Son 7 aylık bir dönemde girdi maliyetlerinin anormal derecede yükselmesinin çiftçiyi olumsuz etkilediğini ifade eden Başkan Çakmak, "Özellikle gübrede yüzde 400'lere varan artışlar yaşandı. Elektrik, mazot ve temel girdi maliyetlerine yüzde 100'ün üzerinde zamlar yapıldı. Bu da çiftçiye doğrudan yansıdı. Çiftçiye yansıyınca tüketiciye de yansıdı. Devletin bu anlamda girdi maliyetlerini aşağıya çekecek ciddi desteklerin verilmesi gerekiyor" dedi.
"ÇİFTÇİ GÜBRE ALAMAYACAK"
"2021 yılında kuraklığa dayalı buğdayda ciddi anlamda verim düşüklüğü yaşandık" diyen Başkan Çakmak sözlerine şöyle devam etti; "Türkiye'de de ortalama 20 milyon ton civarında olan buğday üretimimiz devletin resmi rakamlarına göre 17 buçuk milyon tonlara düştü. Bu yıl kar yağdı ve yağış iyi gidiyor ama korkarım ki özellikle girdi maliyetlerinin yüksekliğinden kaynaklı olarak çiftçi gübreyi alamayacak. Bu defada verim düşüklüğü oluşacak ve dışa bağımlı bir politika izlemek durumunda kalacağız. Bütün bunların yaşanmaması için desteklemenin artırılması gerekiyor."
"TARIMDA POTANSİYEL VAR AMA..."
Bursa'nın konum ve iklim olarak tarımda şanslı olduğunu söyleyen Başkan Çakmak, "Bursa'da verim anlamında potansiyel var. Türkiye genelinde 300 kilogram civarında buğday verimi, Bursa'da ise 500 kilogram civarlarına gelen verimler alabiliyoruz. Biraz daha şanslı olduğumuz için sorunu biraz daha az yaşıyoruz. Burada esas sorun şu ki ihracata dayalı ürünlerimizde, özellikle Rusya'ya bağlı kalmamızdan yana sıkıntılarımız var. Rusya, birçok ürünümüzü geri gönderiyor. Özelliklede Bursa'nın temel ihracat maddelerinden birisi olan armutta bu sorun yaşanıyor.

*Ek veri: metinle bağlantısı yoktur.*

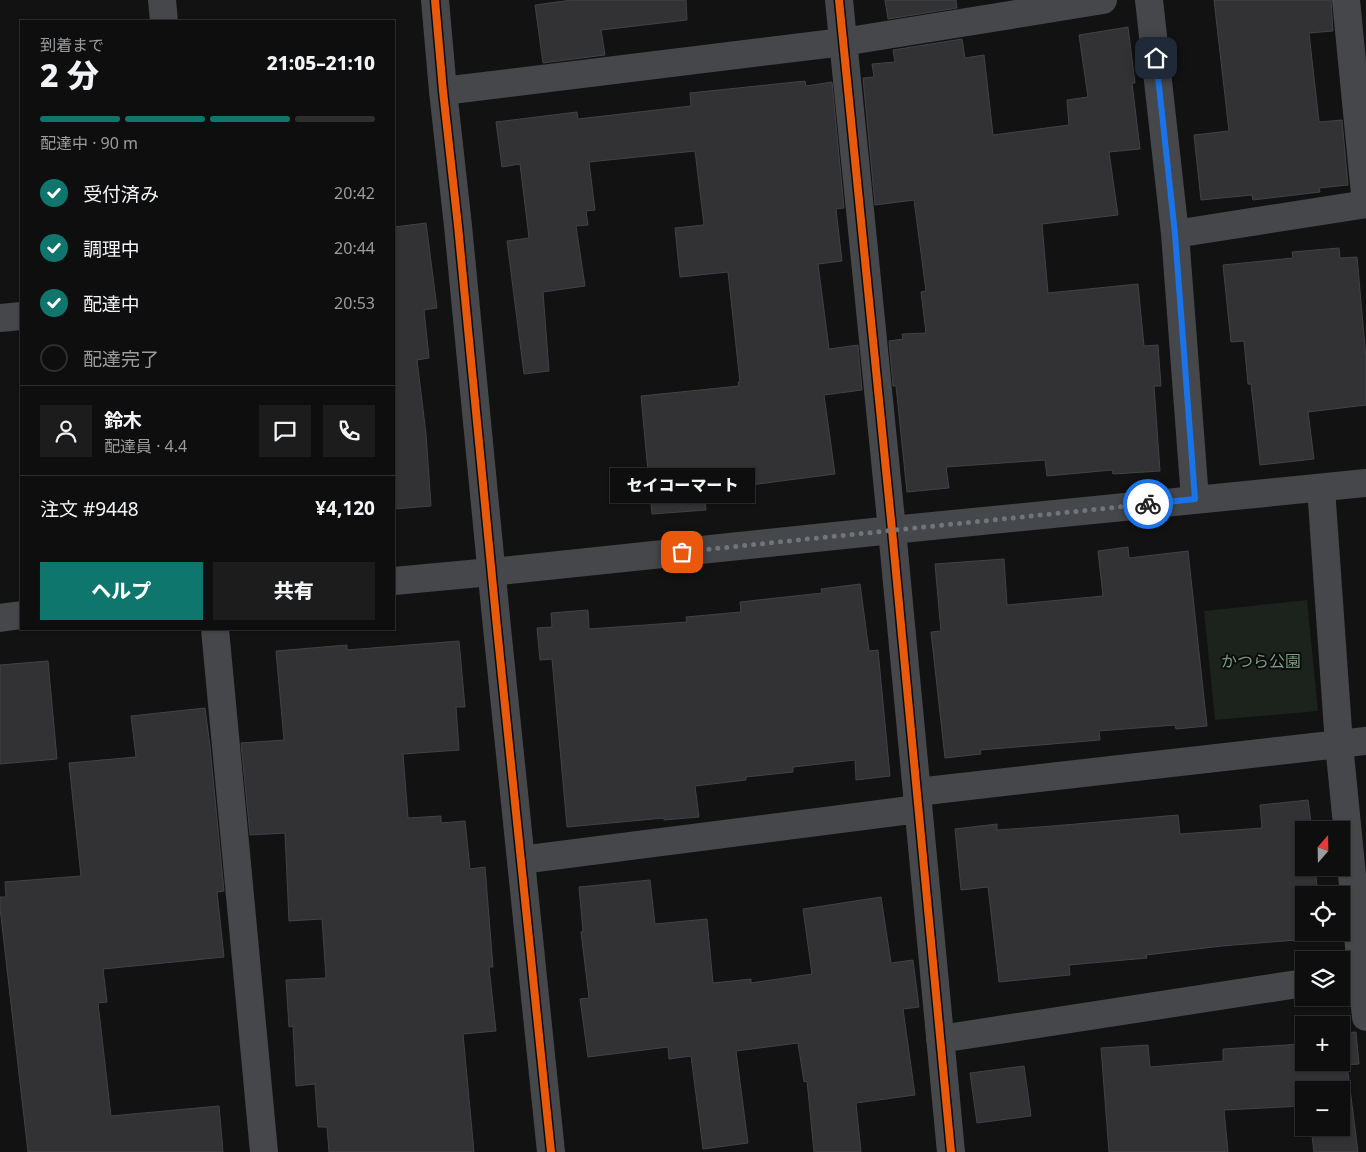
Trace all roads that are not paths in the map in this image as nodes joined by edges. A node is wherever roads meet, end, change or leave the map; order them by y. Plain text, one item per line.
1 (162, 0) edge
2 (435, 0) edge
3 (839, 0) edge
4 (1103, 0) edge
5 (1149, 0) edge
6 (1346, 0) edge
7 (164, 20) edge
8 (843, 42) junction
9 (443, 91) junction
10 (1366, 204) edge
11 (1175, 234) junction
12 (20, 316) edge
13 (0, 318) edge
14 (1366, 483) edge
15 (1321, 488) junction
16 (1195, 499) junction
17 (892, 530) junction
18 (491, 572) junction
19 (395, 581) edge
20 (20, 616) edge
21 (0, 618) edge
22 (215, 630) edge
23 (1366, 741) edge
24 (1339, 744) junction
25 (917, 801) junction
26 (521, 860) junction
27 (1356, 975) edge
28 (1295, 984) edge
29 (1366, 1017) edge
30 (940, 1039) junction
31 (264, 1152) edge
32 (551, 1152) edge
33 (951, 1152) edge

1 - 7 street
2 - 9 street
3 - 8 street
4 - 8 street
5 - 11 street
6 - 10 street
8 - 9 street
8 - 17 street
9 - 18 street
10 - 11 street
11 - 16 street
12 - 13 street
14 - 15 street
15 - 16 street
15 - 24 street
16 - 17 street
17 - 18 street
17 - 25 street
18 - 19 street
18 - 26 street
20 - 21 street
22 - 31 street
23 - 24 street
24 - 25 street
24 - 27 street
25 - 26 street
25 - 30 street
26 - 32 street
27 - 29 street
28 - 30 street
30 - 33 street

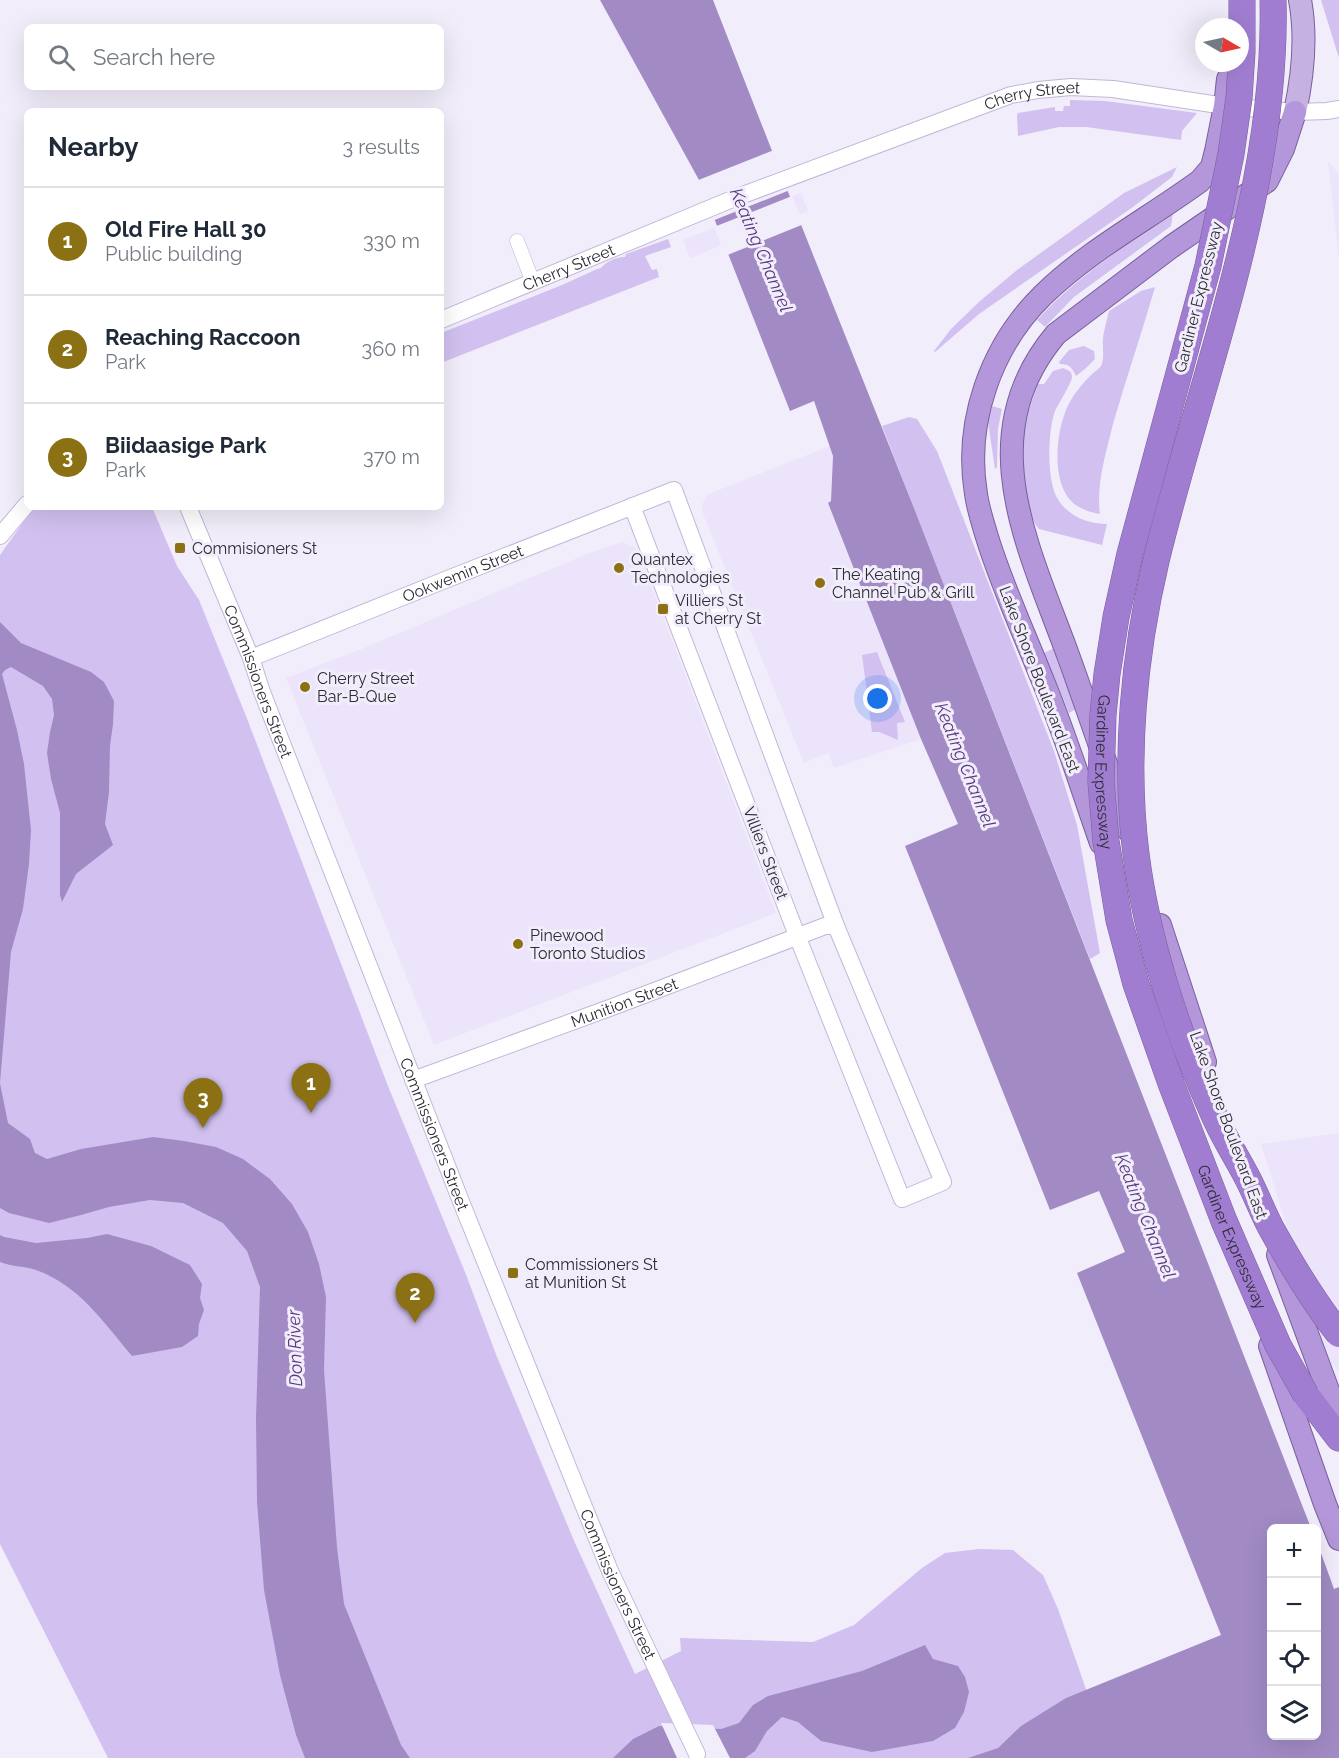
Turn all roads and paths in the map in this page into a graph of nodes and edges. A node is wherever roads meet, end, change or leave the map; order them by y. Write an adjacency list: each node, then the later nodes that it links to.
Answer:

Siyasi gerilim olunca bir şekilde bahane üreterek bunları almama yoluna gidebiliyor. Bütün bunları çözmeden ihracatta olsun ithalatta olsun sadece belli ülkelere bağlı kalırsak bu sorunları hep yaşayacağız. Çok farklı ülkelere pazarlama yapmamız lazım ki bu sorunlarla karşılaşmayalım. Mesela İran doğalgazı aniden kesince bütün sanayi durma noktasına gelmişti. Bu sebeple bizim her zaman alternatifli pazar imkânları yaratmamız gerekiyor" şeklinde konuştu.
"MARKA OLUŞTURMALIYIZ"
"Bursa'da çok değerli ürünlerimiz var. Şeftali, armut, zeytin, incir var. Bunları katma değerli ürünlere dönüştürerek marka oluşturmamız gerekiyor" diyen Başkan Çakmak sözlerini şöyle sürdürdü; "Şu anda ciddi oranda makarna ihracatı yapıyoruz. Bu makarnanın tonunu 560 dolarlardan satarken, aynı makarnanın tonunu İtalya 1350-1400 dolardan satıyor. İtalya bir marka oluşturmuş. Bütün bunları düşünerek öncelikli olarak bizim çiftçimizin kazanması için katma değerli ürünlere dönüştürecek altyapı oluşturmamız lazım. Bununla ilgili çok iyi bir reklam sistemi kurgulanması gerekiyor. En önemli şeylerden birisi de çiftçimizin örgütlenmesidir. Çiftçimiz örgütlenmediği için ve arazi yapısı da çok parçalı olduğu için 3-5 dönüm arazide 10-15-20 kişinin hissesi var. Dolayısıyla burada karlı gelir getirici üretim yapılması söz konusu olamaz. Bizim yapmamız gereken bu çok parçalı modeli değiştirmektir. Arazilerimizi kâr elde edebilecek seviyeye getirmemiz gerekiyor. Bunu da yapmanın en önemli koşullarından birisi kooperatifçiliği özendirmemiz ve bunlara destek vermemiz. Kooperatifçilik çiftçinin kurtuluş noktalarından bir tanesi. Aynı zamanda tüketicinin de kurtuluş noktası."